There is a lot of money to be made from investing in real estate but there are risks for those who fail to approach it the right way…
Wholesaling real estate will always be a great way to cash in on real estate investing quickly and for minimizing risks but there are also obviously opportunities and attraction to rehabbing too.
Fixing and flipping or renting investment properties has been made out to be incredibly easy and appealing by reality TV. However, in reality it isn’t without its pitfalls and you can’t just change the channel if it all starts going wrong.
A big part of staying out of trouble is common sense though it is absolutely essential to invest in a good real estate education. A good, up to date and effective program will easily pay for itself in the first deal, not to mention saving a ton of cash on Rogaine and sleep aids compared to those who just try to wing it.

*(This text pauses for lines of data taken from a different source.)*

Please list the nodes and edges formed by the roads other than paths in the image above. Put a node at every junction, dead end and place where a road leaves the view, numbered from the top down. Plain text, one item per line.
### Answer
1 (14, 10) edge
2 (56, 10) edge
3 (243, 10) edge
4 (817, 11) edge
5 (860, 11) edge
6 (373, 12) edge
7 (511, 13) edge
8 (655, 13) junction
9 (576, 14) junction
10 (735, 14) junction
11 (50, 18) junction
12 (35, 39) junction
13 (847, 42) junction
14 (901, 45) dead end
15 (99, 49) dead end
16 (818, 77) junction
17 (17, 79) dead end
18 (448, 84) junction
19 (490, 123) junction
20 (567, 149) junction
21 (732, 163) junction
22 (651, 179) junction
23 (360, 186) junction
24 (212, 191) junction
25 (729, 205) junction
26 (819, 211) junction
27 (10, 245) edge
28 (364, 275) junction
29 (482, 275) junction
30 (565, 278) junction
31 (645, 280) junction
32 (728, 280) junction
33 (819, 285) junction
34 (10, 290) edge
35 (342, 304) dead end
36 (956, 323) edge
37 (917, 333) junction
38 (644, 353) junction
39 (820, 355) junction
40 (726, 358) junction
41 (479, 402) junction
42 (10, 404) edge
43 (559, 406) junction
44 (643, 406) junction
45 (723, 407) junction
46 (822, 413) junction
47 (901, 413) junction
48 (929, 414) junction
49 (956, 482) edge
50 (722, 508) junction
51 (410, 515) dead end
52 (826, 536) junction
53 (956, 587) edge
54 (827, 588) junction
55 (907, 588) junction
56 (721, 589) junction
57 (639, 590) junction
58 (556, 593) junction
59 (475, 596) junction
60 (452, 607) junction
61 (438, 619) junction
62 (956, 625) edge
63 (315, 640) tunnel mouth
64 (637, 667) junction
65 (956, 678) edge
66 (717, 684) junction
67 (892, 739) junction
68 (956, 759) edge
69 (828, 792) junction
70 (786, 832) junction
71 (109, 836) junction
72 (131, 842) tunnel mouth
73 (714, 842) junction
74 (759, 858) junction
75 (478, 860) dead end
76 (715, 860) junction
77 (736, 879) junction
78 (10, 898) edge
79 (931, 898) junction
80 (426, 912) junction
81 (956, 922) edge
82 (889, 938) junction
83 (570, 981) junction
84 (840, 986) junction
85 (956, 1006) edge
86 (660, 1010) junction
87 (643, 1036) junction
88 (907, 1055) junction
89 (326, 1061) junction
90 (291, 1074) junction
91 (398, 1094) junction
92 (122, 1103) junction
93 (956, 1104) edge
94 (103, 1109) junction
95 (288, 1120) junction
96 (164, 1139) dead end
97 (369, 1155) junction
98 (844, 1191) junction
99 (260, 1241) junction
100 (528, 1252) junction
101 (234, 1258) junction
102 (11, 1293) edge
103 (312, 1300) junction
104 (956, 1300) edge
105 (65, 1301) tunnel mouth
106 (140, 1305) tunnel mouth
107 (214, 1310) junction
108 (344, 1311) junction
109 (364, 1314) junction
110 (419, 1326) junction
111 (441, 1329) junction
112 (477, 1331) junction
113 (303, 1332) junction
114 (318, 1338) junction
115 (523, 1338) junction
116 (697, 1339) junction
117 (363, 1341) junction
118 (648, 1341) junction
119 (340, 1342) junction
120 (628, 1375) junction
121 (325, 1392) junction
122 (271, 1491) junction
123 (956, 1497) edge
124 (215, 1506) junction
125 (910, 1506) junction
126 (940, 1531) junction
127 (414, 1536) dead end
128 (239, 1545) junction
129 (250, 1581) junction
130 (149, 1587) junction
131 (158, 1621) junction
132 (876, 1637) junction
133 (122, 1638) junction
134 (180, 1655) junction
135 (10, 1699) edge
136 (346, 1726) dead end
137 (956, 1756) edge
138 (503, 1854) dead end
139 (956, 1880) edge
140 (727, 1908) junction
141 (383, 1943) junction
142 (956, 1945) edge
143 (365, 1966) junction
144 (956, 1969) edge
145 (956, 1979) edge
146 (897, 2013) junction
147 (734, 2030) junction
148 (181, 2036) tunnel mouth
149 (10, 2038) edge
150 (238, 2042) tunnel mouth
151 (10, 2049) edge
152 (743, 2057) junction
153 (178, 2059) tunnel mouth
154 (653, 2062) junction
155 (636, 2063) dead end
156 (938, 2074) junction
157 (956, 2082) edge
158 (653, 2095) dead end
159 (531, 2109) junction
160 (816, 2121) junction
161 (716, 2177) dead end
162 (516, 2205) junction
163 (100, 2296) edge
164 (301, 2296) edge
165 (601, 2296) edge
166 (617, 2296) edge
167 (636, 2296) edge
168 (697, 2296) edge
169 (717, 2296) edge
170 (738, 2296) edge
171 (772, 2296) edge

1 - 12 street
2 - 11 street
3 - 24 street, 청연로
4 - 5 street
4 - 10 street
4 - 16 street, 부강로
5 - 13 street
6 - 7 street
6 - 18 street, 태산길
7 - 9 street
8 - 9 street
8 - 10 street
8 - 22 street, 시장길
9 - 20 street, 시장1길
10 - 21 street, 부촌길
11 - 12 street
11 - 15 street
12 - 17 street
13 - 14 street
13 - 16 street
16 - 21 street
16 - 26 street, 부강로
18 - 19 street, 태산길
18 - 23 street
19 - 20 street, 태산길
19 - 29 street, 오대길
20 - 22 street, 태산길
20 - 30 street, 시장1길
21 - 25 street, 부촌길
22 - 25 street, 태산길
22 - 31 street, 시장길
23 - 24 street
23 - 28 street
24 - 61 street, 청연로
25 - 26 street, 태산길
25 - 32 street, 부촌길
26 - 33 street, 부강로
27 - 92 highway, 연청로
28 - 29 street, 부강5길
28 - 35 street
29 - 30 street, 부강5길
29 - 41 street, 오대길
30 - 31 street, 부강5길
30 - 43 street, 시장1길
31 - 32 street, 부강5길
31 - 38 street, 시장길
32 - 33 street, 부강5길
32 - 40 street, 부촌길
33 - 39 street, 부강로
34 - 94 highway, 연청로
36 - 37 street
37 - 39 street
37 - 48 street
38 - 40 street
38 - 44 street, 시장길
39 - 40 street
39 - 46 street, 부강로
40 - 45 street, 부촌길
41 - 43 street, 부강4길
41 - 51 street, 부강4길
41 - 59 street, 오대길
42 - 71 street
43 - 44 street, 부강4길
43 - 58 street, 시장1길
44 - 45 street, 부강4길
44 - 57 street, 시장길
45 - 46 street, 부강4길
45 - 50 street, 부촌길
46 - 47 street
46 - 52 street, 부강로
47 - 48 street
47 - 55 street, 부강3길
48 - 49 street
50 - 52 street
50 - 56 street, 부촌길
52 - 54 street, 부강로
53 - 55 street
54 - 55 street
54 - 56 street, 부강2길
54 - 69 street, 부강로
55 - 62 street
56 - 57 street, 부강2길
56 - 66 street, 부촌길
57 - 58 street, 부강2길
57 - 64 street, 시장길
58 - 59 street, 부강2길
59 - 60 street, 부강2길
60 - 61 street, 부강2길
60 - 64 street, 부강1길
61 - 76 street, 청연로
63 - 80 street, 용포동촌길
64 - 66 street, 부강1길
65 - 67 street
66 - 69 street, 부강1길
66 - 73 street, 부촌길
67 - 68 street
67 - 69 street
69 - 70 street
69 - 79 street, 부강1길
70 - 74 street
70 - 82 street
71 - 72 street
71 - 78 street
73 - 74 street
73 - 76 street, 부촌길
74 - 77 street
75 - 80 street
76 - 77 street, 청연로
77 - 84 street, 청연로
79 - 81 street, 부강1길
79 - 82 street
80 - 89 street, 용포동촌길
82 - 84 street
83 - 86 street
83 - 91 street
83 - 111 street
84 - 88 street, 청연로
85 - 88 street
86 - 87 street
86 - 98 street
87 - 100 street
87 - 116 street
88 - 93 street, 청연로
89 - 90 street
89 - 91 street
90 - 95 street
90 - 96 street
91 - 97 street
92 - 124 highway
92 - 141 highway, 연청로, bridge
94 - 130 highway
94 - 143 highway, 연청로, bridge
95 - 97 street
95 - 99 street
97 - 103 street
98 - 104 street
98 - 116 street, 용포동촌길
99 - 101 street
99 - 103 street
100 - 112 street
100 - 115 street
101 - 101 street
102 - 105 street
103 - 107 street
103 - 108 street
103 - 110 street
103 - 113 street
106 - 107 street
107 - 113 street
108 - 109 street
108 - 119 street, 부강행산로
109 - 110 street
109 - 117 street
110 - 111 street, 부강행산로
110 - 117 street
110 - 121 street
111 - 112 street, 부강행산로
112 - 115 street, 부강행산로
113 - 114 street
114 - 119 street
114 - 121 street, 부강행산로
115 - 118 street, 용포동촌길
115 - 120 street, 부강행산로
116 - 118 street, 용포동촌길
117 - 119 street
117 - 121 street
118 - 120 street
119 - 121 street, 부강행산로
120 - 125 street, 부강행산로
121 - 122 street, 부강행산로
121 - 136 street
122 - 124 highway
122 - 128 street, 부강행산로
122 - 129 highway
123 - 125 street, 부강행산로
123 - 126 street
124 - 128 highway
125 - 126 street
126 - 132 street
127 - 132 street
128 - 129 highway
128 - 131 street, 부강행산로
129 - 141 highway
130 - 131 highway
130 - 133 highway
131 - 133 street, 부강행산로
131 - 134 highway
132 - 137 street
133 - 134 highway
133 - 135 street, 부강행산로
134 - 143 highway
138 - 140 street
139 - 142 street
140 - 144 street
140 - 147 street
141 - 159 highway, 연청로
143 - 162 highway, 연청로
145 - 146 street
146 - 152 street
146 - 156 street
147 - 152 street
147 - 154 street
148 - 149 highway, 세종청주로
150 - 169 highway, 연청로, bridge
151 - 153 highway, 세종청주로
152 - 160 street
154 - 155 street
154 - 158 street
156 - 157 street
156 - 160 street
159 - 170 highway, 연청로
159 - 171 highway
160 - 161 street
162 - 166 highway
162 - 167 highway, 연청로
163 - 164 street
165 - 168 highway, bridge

Take a look at one nightmare scenario recently played out by an ‘investor’ who tried to jump in without the right real estate investing education and has been blowing up the online forums in search for help. A couple seized on an opportunity to buy a $26,000 property which was badly in need of repairs and was almost 100 years old. Neglecting to do their own due diligence or research on the market they have so far plowed an additional $75,000 into the ‘deal’ in repairs which they borrowed on credit cards and still don’t have it into livable condition. Now it can’t be rented and even if it could, wouldn’t cash flow and they are probably deeper into debt on the property than they can sell for, if they could sell it in its current condition.
Of course most people reading this are probably shaking their heads and would never make such a chain of mistakes, especially with so many better opportunities out there. However, there are some critical lessons here which are essential reminders to new and existing real estate investors.
Besides the fact that this property sounded like a dud from the start and this couple could have probably built a brand new home for that cash from the ground up, never rely on repair estimates or potential resale value or rental amounts from sellers.
Always complete your own due diligence and get a variety of quotes on work to be done, always have home inspections done upfront and know exactly what a property can rent or sell for, if not even pre-selling or renting it before buying.
Always go in with a clear exit strategy and back up options and don’t tap out your credit cards, crushing your credit score so that you cannot even refinance the home.
Lastly recognize this is an excellent sign for educated real estate investors that there are plenty of people out there today with access to plenty of cash and who want to invest in real estate but who desperately need your help to do it right. Find them and collaborate using their cash and your expertise.